(Data entries)

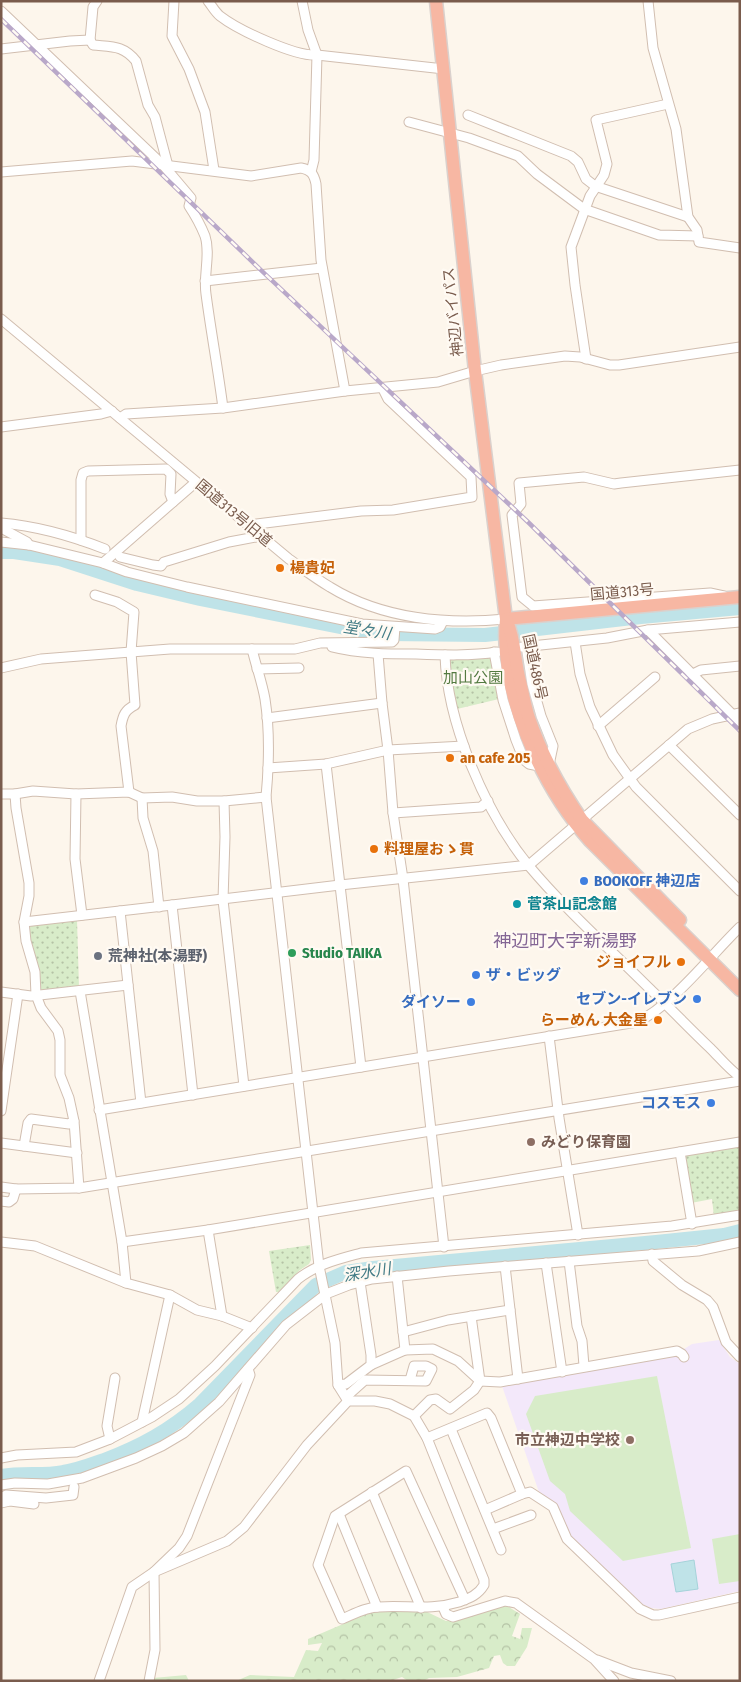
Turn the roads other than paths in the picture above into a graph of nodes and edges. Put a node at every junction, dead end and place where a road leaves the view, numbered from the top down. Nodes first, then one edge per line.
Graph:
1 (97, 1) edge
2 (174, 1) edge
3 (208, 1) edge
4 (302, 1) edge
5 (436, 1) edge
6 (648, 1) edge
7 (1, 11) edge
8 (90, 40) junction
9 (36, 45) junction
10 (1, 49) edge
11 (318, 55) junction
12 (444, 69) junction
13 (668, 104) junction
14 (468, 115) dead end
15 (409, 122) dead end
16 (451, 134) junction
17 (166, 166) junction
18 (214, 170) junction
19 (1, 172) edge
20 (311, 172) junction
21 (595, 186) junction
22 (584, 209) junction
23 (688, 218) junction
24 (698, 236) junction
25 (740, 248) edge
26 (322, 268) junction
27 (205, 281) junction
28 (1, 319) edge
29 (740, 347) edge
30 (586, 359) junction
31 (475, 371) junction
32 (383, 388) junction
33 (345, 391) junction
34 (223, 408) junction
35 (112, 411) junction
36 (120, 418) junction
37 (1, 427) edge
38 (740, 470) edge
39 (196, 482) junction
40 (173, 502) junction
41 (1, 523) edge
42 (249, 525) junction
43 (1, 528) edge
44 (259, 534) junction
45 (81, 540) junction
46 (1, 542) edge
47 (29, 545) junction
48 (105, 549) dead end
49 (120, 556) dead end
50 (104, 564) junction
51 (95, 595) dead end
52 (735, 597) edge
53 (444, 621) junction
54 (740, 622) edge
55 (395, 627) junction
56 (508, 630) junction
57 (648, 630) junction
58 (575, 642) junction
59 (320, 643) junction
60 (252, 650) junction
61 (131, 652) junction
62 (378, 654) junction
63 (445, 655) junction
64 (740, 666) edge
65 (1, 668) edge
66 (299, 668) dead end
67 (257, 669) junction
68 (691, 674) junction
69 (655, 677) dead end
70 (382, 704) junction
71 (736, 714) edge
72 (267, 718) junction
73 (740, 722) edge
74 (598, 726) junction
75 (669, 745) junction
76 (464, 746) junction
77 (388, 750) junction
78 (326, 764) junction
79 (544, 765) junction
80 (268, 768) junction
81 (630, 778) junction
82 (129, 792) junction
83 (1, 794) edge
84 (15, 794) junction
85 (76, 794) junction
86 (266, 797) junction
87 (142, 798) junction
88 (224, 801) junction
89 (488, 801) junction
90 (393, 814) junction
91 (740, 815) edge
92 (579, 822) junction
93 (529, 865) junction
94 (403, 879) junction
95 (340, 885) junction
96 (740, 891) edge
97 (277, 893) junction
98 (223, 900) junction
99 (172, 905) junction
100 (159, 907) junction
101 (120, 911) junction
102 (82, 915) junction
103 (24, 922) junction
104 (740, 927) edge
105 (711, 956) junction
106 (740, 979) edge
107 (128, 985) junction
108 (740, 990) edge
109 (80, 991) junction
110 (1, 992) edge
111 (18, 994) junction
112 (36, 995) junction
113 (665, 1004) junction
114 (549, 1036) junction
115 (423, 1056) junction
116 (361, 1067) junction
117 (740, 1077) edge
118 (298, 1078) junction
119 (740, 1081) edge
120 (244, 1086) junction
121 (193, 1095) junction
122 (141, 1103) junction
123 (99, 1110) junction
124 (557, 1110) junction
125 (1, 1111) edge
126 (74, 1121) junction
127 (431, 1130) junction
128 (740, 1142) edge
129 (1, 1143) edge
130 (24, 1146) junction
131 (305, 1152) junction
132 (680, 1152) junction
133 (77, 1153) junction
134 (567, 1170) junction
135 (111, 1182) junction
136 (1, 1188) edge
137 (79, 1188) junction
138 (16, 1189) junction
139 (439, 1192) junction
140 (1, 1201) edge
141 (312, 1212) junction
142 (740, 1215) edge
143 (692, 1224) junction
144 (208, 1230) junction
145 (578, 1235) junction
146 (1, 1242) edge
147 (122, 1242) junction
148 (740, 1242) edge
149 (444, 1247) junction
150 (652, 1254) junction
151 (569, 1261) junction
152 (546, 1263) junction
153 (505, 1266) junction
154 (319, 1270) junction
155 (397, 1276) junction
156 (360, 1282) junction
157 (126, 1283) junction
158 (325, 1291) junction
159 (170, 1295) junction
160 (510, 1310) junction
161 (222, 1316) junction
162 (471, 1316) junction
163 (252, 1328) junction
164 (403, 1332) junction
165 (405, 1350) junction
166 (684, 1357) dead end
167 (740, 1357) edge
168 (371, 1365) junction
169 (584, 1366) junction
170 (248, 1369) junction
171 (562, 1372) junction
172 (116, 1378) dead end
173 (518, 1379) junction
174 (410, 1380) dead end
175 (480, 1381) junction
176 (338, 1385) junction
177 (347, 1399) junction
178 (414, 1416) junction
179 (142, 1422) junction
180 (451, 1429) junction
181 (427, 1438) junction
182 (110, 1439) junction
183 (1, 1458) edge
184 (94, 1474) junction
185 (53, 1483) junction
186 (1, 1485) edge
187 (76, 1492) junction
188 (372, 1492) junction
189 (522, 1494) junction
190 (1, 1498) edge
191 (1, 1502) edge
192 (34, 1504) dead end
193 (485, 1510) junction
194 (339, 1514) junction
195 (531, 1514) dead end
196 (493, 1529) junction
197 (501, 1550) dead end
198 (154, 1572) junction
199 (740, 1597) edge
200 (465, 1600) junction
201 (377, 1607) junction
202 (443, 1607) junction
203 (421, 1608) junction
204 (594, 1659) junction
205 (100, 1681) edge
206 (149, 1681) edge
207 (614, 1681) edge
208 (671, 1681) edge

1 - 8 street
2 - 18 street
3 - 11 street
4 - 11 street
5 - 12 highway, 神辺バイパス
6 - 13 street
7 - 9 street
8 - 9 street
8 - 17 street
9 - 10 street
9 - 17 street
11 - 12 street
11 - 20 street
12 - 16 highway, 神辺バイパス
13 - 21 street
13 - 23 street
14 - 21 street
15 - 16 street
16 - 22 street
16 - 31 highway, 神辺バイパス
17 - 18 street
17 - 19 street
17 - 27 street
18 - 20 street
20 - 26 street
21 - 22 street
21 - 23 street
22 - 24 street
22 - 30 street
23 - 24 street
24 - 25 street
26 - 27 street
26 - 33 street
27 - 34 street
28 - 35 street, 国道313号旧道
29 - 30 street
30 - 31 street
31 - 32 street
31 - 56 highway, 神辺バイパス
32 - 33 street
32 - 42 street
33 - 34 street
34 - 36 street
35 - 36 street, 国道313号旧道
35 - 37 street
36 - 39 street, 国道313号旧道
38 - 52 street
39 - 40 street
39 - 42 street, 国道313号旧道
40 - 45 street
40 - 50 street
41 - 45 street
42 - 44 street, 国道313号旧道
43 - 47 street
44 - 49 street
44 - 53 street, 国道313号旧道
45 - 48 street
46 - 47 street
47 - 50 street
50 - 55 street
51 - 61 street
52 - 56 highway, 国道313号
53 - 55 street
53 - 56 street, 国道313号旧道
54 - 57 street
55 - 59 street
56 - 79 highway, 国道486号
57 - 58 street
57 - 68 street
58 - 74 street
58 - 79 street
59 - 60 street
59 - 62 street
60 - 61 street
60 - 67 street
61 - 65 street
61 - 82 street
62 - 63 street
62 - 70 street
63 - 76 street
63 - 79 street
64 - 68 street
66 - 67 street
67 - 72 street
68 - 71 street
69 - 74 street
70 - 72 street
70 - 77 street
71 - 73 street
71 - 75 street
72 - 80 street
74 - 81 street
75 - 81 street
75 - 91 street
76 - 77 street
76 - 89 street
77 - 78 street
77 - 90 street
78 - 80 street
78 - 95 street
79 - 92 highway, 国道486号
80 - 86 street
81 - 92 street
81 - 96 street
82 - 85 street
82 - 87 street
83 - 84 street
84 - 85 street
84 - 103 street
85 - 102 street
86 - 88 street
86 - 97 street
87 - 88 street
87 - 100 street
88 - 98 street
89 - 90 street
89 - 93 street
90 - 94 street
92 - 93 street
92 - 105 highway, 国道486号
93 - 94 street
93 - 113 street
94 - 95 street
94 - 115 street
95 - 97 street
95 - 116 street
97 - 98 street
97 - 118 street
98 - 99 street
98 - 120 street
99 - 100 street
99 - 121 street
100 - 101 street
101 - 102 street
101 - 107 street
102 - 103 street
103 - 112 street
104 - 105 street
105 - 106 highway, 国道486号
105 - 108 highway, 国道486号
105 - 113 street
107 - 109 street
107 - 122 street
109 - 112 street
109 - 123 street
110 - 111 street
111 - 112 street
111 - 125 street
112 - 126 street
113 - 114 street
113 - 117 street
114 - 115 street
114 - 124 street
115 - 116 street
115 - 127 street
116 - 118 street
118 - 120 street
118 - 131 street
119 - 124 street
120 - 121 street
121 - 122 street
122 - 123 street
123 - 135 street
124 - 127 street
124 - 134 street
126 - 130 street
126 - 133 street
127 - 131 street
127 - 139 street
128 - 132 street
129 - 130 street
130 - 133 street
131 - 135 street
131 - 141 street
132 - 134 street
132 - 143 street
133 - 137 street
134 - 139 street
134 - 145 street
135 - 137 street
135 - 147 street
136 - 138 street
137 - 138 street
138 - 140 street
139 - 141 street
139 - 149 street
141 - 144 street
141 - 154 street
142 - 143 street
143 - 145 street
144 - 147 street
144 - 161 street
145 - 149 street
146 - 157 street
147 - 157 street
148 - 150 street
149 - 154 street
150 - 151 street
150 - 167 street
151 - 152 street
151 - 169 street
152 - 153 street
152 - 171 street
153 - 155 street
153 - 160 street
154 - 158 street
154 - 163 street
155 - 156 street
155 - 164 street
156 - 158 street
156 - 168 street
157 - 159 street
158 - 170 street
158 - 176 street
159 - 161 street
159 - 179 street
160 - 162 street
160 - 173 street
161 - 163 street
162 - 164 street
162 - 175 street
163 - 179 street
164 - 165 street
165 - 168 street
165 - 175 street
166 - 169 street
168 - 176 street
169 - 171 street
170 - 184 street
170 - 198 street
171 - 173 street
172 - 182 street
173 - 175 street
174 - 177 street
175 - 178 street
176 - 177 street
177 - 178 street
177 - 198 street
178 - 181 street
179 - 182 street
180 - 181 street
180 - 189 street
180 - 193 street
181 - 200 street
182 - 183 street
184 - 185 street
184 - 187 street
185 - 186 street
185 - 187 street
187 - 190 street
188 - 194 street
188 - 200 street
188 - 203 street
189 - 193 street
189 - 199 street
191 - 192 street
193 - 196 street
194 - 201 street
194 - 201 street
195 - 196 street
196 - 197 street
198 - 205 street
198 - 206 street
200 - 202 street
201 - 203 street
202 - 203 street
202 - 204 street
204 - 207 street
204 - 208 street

**THE PROBLEM**
Search the records for the string "highway" and return every line in which it occurs.

**EXERCISE ANSWER**
5 - 12 highway, 神辺バイパス
12 - 16 highway, 神辺バイパス
16 - 31 highway, 神辺バイパス
31 - 56 highway, 神辺バイパス
52 - 56 highway, 国道313号
56 - 79 highway, 国道486号
79 - 92 highway, 国道486号
92 - 105 highway, 国道486号
105 - 106 highway, 国道486号
105 - 108 highway, 国道486号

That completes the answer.